* **Record extracts**:
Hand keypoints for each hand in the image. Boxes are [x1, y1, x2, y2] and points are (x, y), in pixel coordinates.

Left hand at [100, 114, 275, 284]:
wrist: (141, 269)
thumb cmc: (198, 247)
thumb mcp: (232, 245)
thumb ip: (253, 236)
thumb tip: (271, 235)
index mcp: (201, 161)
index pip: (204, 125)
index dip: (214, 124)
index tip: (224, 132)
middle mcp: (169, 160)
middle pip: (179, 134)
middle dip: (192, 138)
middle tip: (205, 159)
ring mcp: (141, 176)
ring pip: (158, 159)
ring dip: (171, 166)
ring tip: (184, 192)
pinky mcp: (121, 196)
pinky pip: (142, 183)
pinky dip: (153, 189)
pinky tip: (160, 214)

* **Exercise details**: What lines in the data hold the word "middle"? Return them.

* **Answer below**:
middle mcp: (169, 160)
middle pip: (179, 134)
middle dip: (192, 138)
middle tip: (205, 159)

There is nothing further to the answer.